Situação: Unanimidade
Data da Reunião: 19/03/1991
Conclusão:
a) Os actos administrativos ilegais, que sejam constitutivos de direitos, podem, pelos seus autores, ser revogados, reformados ou convertidos dentro do prazo fixado na lei para o recurso contencioso - um ano (prazo de recurso para o Ministério Público).

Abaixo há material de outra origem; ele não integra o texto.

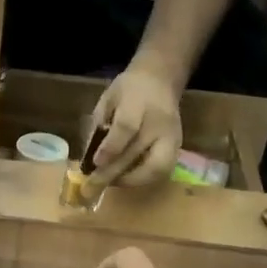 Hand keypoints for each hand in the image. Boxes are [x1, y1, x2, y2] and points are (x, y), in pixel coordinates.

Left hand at [89, 64, 182, 187]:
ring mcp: (173, 136)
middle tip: (92, 186)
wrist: (160, 80)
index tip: (94, 164)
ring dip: (131, 181)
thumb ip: (98, 126)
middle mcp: (160, 121)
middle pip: (137, 152)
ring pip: (157, 168)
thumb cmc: (127, 90)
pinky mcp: (178, 147)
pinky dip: (143, 179)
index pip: (126, 127)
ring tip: (110, 184)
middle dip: (112, 173)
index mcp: (138, 101)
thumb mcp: (107, 100)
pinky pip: (163, 171)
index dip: (110, 148)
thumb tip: (88, 159)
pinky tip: (126, 179) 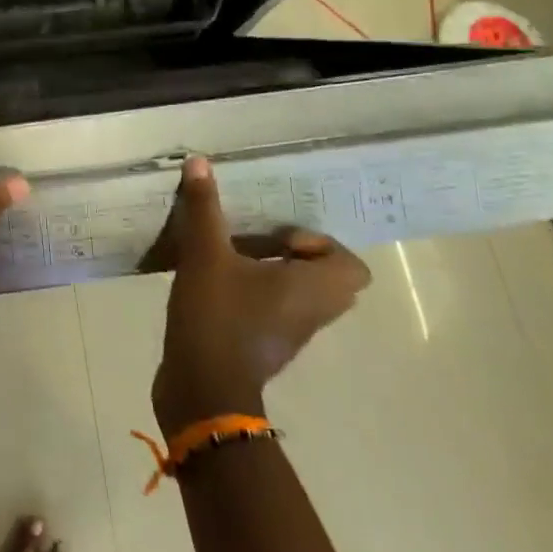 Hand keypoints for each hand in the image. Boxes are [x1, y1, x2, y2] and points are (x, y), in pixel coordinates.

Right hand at [140, 157, 370, 428]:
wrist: (202, 390)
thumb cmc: (217, 317)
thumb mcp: (205, 254)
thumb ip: (204, 209)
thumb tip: (200, 161)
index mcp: (312, 289)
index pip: (353, 266)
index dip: (322, 245)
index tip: (279, 238)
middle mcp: (311, 313)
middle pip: (328, 280)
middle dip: (297, 256)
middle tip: (259, 241)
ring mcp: (289, 333)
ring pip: (301, 296)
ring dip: (275, 273)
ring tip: (234, 255)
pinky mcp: (263, 346)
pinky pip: (275, 311)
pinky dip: (257, 293)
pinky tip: (218, 280)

b) A revogação de um acto ilegal opera "ex tunc", ou seja, implica a destruição dos efeitos já produzidos entre a prática do acto ilegal e o acto revogatório deste;
c) A revogação de um despacho ilegal da Caixa Geral de Aposentações, dentro daquele prazo, que houvera reconhecido, a um ex-eleito local, o direito de ser abonado de uma pensão provisória de aposentação, implica, para este, a obrigatoriedade de repor as pensões entretanto recebidas e postas á sua disposição pela Autarquia respectiva;
d) Sendo o ex-autarca em causa funcionário da EDP, deve ele reassumir as suas funções naquela empresa pública, retomando uma e outra partes a plenitude dos direitos e deveres decorrentes da relação jurídico-laboral estabelecida;
e) Se o ex-autarca em apreço exerceu as suas funções em regime de permanência e exclusividade, e porque não pode beneficiar do regime do artigo 18º da Lei nº 29/87, tem ele direito a ser abonado de um subsídio de reintegração do montante equivalente ao valor de um mês por cada semestre de exercício efectivo de funções, até ao limite de onze meses;
f) Acresce, por último, que ao ex-vereador assistirá, eventualmente o direito de demandar judicialmente a Caixa Geral de Aposentações pelos danos decorrentes do lapso por esta protagonizado, nos termos gerais de direito.